◆ **Records supplied**:
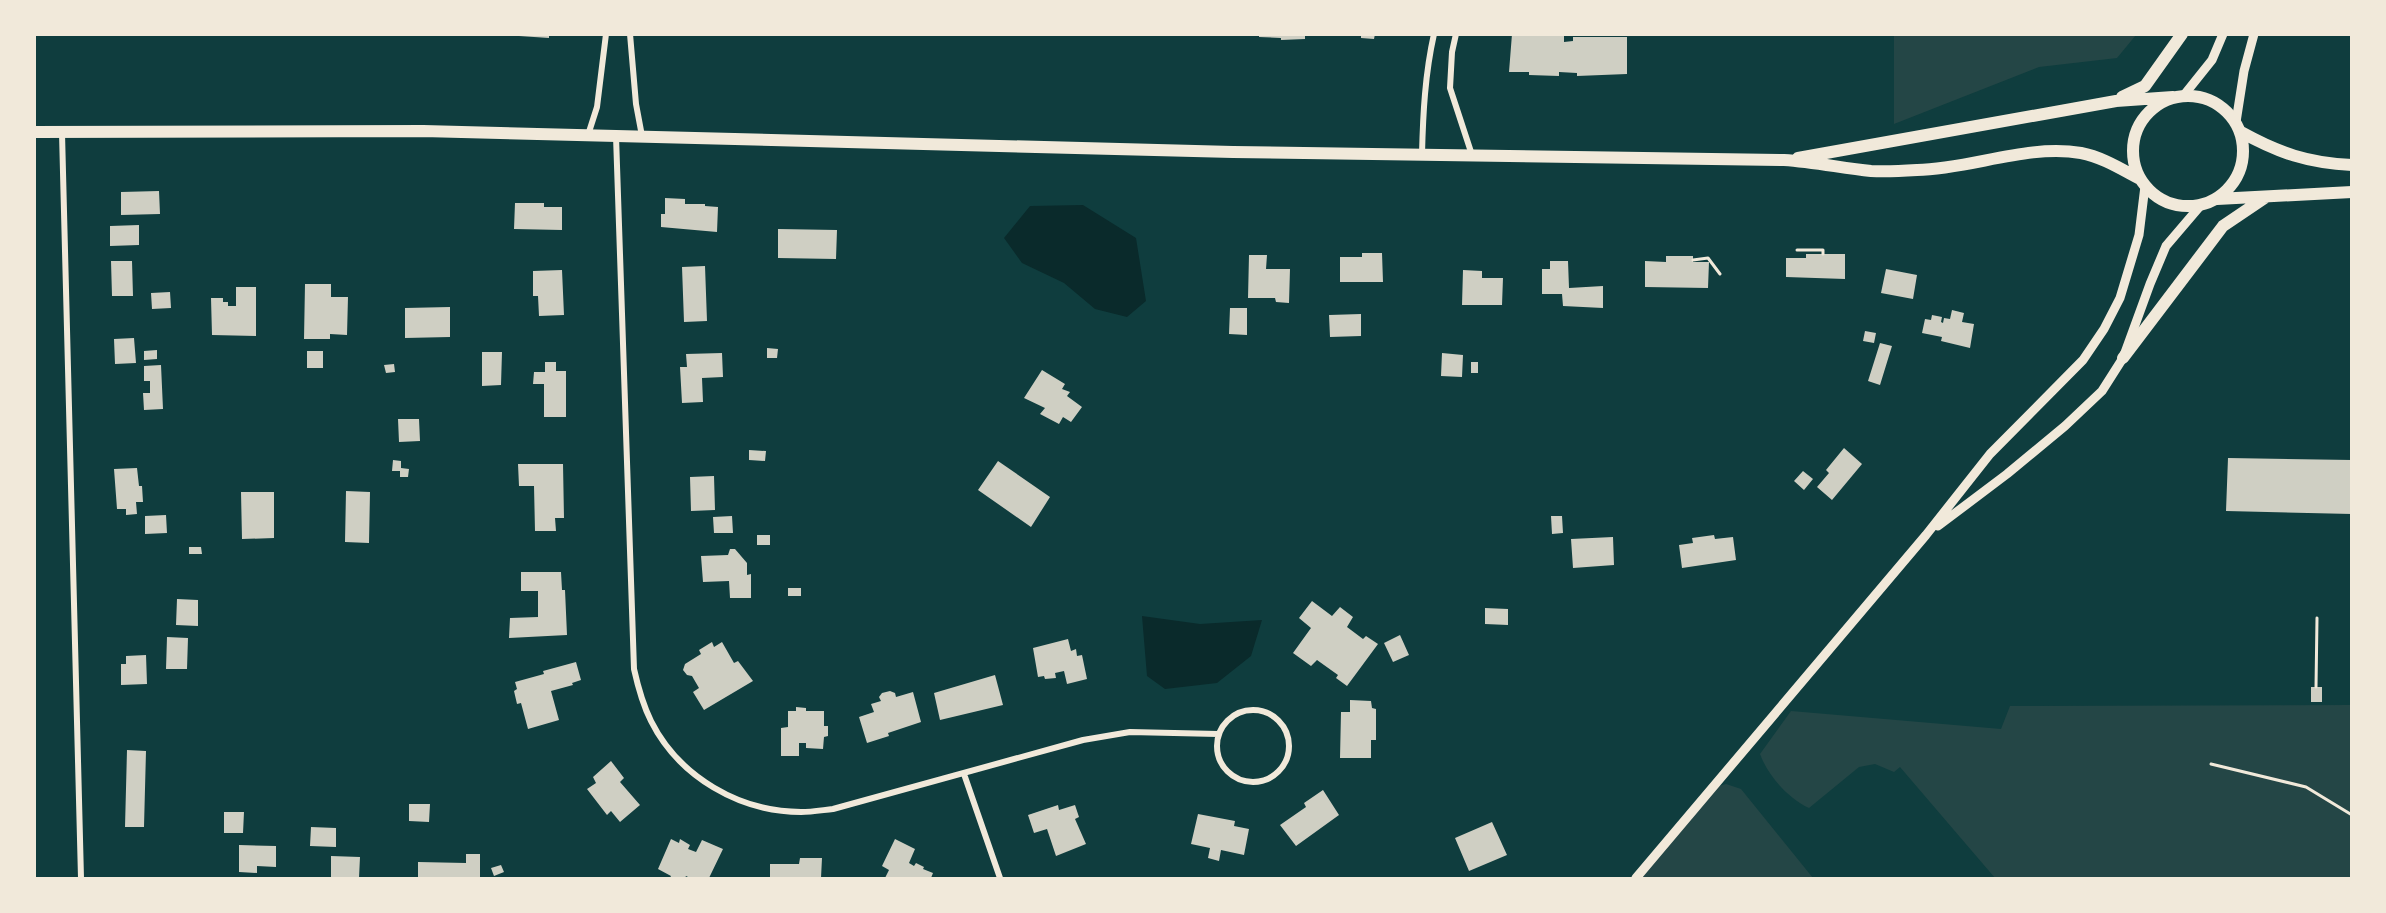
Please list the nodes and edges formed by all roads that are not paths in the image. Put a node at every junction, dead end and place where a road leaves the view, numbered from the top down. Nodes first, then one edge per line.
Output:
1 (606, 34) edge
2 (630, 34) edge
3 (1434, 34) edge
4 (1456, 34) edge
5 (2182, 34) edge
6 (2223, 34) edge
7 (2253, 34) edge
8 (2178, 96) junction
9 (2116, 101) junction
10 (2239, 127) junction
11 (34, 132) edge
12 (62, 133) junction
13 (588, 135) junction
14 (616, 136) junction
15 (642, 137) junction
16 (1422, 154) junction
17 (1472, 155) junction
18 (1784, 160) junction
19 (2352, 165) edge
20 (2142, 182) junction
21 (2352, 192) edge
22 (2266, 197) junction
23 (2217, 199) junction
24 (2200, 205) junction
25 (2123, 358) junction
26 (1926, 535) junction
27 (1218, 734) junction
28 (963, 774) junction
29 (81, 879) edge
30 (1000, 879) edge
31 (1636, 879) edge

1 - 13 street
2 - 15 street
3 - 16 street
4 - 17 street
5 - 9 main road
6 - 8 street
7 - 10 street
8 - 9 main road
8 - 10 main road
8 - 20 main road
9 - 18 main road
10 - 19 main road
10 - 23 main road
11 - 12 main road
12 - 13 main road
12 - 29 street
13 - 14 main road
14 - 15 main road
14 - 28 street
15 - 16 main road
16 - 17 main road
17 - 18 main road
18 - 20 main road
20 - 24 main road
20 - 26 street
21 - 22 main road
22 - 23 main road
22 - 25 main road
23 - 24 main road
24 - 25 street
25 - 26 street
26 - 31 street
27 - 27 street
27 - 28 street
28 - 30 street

==

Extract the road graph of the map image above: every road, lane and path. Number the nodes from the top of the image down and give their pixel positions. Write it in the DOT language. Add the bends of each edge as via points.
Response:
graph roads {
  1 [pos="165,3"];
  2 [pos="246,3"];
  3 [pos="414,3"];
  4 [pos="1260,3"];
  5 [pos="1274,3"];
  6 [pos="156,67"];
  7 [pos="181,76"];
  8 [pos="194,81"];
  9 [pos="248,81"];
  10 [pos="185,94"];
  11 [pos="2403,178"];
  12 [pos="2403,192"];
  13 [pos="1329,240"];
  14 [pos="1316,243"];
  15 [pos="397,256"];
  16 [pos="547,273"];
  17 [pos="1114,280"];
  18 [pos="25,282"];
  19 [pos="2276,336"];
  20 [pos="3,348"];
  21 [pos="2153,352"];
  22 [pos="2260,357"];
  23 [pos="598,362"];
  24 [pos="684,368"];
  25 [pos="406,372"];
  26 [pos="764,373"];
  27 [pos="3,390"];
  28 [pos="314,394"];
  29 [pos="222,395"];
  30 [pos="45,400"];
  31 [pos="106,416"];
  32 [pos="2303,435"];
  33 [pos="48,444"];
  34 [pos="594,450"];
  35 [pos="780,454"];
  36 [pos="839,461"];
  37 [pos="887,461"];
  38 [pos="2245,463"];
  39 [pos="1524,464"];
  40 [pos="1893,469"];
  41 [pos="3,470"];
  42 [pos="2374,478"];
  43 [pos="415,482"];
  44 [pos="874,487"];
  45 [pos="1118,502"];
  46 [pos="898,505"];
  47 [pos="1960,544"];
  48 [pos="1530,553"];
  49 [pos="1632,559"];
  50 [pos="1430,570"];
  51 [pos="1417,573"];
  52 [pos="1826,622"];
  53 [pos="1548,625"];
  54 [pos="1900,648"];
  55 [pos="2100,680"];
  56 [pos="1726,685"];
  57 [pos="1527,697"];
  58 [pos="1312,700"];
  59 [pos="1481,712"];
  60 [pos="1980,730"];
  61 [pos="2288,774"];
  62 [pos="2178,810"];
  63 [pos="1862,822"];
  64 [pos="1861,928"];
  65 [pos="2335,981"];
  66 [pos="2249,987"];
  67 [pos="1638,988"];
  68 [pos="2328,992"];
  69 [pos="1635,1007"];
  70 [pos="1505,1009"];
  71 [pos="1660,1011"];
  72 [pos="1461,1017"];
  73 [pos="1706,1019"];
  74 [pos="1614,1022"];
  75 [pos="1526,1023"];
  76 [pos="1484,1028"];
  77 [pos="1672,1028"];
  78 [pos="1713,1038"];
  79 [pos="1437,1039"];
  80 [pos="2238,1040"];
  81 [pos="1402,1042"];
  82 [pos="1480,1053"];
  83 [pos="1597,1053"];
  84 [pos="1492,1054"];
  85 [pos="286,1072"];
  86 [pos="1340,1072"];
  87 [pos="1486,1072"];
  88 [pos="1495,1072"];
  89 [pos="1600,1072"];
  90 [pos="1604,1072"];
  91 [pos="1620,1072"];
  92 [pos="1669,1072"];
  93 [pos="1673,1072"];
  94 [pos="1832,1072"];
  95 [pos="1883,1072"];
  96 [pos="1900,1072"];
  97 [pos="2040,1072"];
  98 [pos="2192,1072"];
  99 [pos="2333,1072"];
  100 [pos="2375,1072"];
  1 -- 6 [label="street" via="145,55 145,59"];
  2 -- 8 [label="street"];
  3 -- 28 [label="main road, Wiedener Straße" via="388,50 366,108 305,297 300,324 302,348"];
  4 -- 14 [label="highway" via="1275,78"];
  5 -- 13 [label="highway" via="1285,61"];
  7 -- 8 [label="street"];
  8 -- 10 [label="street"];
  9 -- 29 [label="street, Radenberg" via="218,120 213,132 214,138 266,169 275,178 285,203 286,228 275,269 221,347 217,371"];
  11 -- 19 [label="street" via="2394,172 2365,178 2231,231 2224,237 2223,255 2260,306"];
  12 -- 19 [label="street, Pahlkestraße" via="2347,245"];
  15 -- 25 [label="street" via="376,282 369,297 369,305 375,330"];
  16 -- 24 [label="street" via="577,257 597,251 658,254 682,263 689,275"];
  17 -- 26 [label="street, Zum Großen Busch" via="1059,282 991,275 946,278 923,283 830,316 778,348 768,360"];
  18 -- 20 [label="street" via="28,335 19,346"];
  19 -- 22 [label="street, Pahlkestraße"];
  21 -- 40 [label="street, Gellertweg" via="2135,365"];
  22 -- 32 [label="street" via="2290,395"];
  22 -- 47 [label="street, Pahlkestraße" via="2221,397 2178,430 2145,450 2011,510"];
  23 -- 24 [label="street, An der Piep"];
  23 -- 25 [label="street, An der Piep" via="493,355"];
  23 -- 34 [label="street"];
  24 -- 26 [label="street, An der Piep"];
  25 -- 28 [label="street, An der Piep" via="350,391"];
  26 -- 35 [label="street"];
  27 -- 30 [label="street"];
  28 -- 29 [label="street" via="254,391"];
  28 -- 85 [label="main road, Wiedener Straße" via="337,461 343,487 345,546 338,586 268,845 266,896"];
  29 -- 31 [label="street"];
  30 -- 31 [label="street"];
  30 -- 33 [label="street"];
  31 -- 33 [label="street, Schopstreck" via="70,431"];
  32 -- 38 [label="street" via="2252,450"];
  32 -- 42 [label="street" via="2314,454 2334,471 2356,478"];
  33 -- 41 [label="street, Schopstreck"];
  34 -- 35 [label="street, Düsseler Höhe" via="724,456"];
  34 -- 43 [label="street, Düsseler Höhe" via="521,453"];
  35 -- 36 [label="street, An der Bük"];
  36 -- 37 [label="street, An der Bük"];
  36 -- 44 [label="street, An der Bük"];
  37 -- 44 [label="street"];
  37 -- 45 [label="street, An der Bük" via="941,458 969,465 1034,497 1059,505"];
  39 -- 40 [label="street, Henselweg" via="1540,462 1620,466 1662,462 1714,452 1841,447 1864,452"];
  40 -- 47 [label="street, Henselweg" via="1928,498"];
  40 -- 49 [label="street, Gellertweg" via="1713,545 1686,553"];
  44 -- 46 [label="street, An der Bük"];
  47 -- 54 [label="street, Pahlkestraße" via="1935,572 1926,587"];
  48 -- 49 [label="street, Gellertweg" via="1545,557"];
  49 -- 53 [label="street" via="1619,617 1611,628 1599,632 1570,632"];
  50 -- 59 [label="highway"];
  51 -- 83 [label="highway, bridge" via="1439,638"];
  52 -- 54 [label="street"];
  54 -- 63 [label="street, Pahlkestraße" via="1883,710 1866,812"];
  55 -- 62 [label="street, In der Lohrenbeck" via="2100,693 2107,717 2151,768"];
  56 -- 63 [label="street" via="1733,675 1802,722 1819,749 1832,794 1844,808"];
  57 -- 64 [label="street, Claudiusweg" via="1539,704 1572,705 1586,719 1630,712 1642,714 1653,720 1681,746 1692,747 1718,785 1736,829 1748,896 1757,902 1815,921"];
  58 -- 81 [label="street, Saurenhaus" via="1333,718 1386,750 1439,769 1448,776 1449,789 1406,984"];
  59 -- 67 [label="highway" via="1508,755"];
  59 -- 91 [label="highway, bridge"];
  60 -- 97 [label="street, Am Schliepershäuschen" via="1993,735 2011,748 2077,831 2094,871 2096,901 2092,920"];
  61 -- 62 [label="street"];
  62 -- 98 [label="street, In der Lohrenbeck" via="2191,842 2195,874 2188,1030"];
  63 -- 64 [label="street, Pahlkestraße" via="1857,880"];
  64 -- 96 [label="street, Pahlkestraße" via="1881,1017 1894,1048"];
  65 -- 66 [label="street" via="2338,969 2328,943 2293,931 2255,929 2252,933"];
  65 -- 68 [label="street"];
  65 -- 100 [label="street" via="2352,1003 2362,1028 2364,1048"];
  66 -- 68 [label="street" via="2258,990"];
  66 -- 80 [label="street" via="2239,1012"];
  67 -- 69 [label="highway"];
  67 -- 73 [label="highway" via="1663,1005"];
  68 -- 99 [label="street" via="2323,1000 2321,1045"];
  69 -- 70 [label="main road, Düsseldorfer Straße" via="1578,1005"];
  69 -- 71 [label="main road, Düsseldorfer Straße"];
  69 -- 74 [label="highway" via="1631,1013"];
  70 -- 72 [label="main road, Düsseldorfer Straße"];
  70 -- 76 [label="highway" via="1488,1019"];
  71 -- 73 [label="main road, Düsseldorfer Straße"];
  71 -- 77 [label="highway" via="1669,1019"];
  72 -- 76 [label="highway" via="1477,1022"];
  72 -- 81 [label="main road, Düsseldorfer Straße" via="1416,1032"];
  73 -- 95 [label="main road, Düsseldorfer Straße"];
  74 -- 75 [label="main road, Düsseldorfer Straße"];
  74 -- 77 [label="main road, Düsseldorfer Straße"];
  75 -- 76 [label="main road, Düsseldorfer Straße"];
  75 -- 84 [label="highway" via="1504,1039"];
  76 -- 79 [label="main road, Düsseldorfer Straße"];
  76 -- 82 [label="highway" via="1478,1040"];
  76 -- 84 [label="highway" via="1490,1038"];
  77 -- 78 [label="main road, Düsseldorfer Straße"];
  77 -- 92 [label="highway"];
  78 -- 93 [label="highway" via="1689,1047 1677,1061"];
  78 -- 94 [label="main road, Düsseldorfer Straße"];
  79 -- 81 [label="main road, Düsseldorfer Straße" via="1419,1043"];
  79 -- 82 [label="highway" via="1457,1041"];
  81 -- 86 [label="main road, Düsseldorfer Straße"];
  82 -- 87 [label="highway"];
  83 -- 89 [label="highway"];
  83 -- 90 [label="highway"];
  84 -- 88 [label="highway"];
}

◆ **What to produce**: Among the lines of the listing above, count those that include "from" and give only the total.

◆ **Response for this exercise**: 2